The Human Frontier Sciences Program International (HFSPO) today announced the award of 63 fellowships to the world’s most prominent young life scientists, chosen through a rigorous international selection from a total of 665 applications from scholars of 65 different nationalities. HFSP Fellows will begin their research in a new field of biology in a laboratory in a new country, according to HFSPO’s goal to promote international cooperation in life science research.
HFSP long-term fellowships are intended for postdoctoral scientists in biology. A total of 47 long-term fellowships will be awarded to the world’s best young scientists who have proposed original approaches within the boundaries of life science research.
HFSP cross-disciplinary fellowships support 16 young scientists with a PhD in non-life sciences such as chemistry or physics. These Fellows will make a bold change in the direction of research by leaving their field of training to embark on research that is at the forefront of biology and adjacent disciplines.
HFSP fellowships have an excellent reputation and offer a built-in return component. Starting in their second year of service, HFSP Fellows can make plans to set up their own independent laboratory. Fellows can then use the time remaining from their term to move to the new location. Each grant is valued at approximately $ 225,000 USD, spread over three years. HFSP provides these distinguished young talent with an enhanced financial package to support their careers in pioneering research
Lists of all 2021 HFSP Awards are available at http: // www.

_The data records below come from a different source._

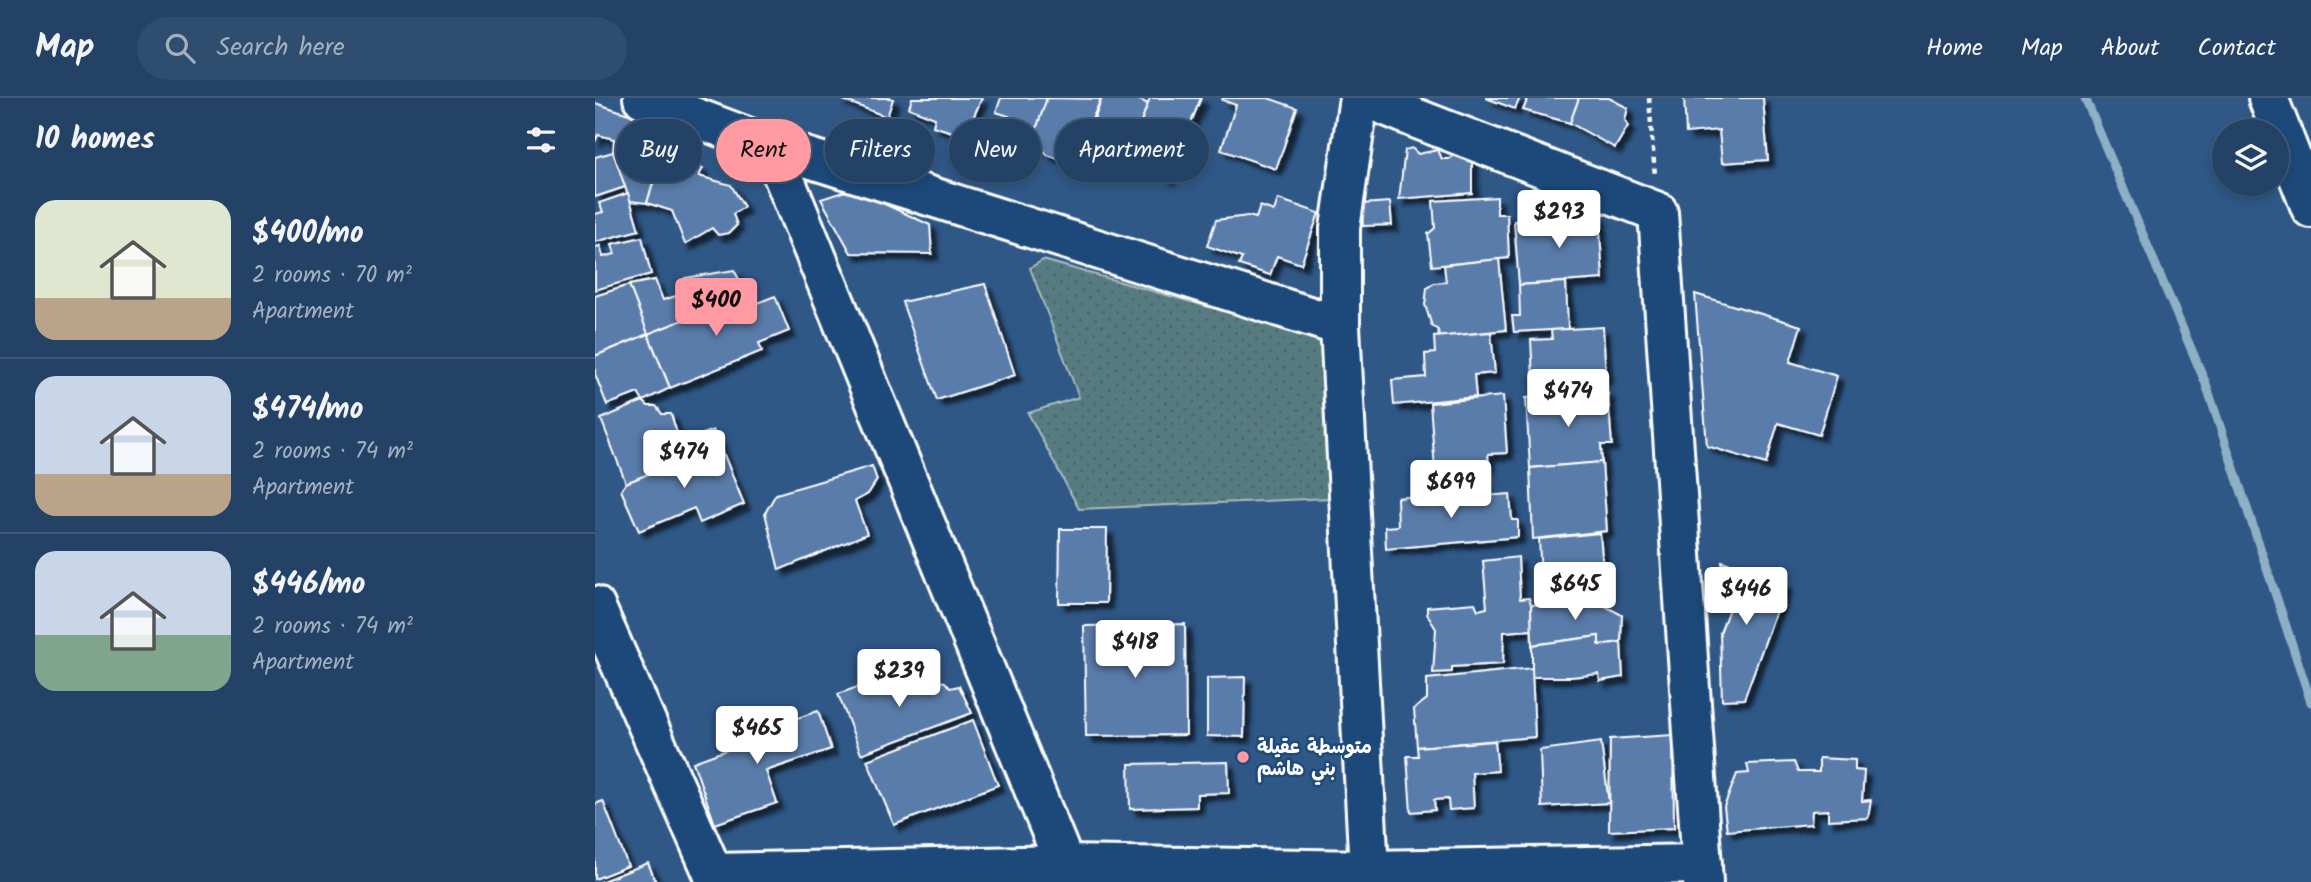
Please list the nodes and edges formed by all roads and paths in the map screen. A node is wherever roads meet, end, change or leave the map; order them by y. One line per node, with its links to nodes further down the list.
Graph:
1 (643, 98): 6 (street)
2 (1359, 98): 11 (street)
3 (1375, 98): 10 (street)
4 (1649, 98): 10 (path)
5 (2268, 98): 9 (street)
6 (716, 125)
7 (811, 159): 11 (street)
8 (786, 182): 13 (street)
9 (2309, 192)
10 (1658, 212): 15 (street)
11 (1340, 326): 14 (street)
12 (595, 606): 16 (street)
13 (1065, 865): 14 (street); 16 (street)
14 (1369, 870): 15 (street)
15 (1702, 873)
16 (715, 878)

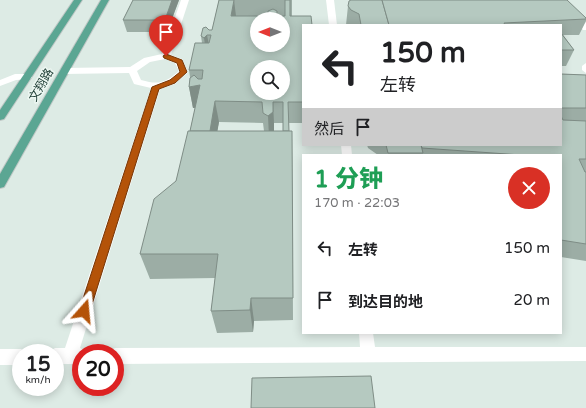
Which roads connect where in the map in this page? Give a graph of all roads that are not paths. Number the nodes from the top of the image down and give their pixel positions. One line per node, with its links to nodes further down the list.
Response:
1 (78, 0): 13 (main road, 文翔路)
2 (105, 0): 12 (main road, 文翔路)
3 (185, 0): 8 (lane)
4 (330, 0): 6 (lane)
5 (562, 0): 7 (lane)
6 (333, 24)
7 (586, 28)
8 (166, 56): 10 (lane); 15 (lane)
9 (586, 66): 11 (lane)
10 (132, 70): 12 (lane); 15 (lane)
11 (586, 70)
12 (64, 71): 17 (main road, 文翔路)
13 (27, 77): 14 (lane); 16 (main road, 文翔路)
14 (0, 83)
15 (156, 87): 21 (lane)
16 (0, 117)
17 (0, 184)
18 (366, 334): 20 (lane)
19 (586, 354): 20 (lane)
20 (368, 355): 22 (lane)
21 (69, 356)
22 (124, 356)
23 (0, 357): 24 (lane)
24 (12, 357)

Human Frontier Science is an international research support program implemented by the Human Frontier Sciences International Program (HFSPO) organization based in Strasbourg, France. Its goals are to foster intercontinental collaboration and to train in cutting edge interdisciplinary research focusing on the life sciences. HFSPO receives financial support from governments or research councils in Australia, Canada, France, Germany, India, Israel, Italy, Japan, the Republic of Korea, New Zealand, Singapore, Switzerland, the United Kingdom and the United States of America, as well as from the European Union.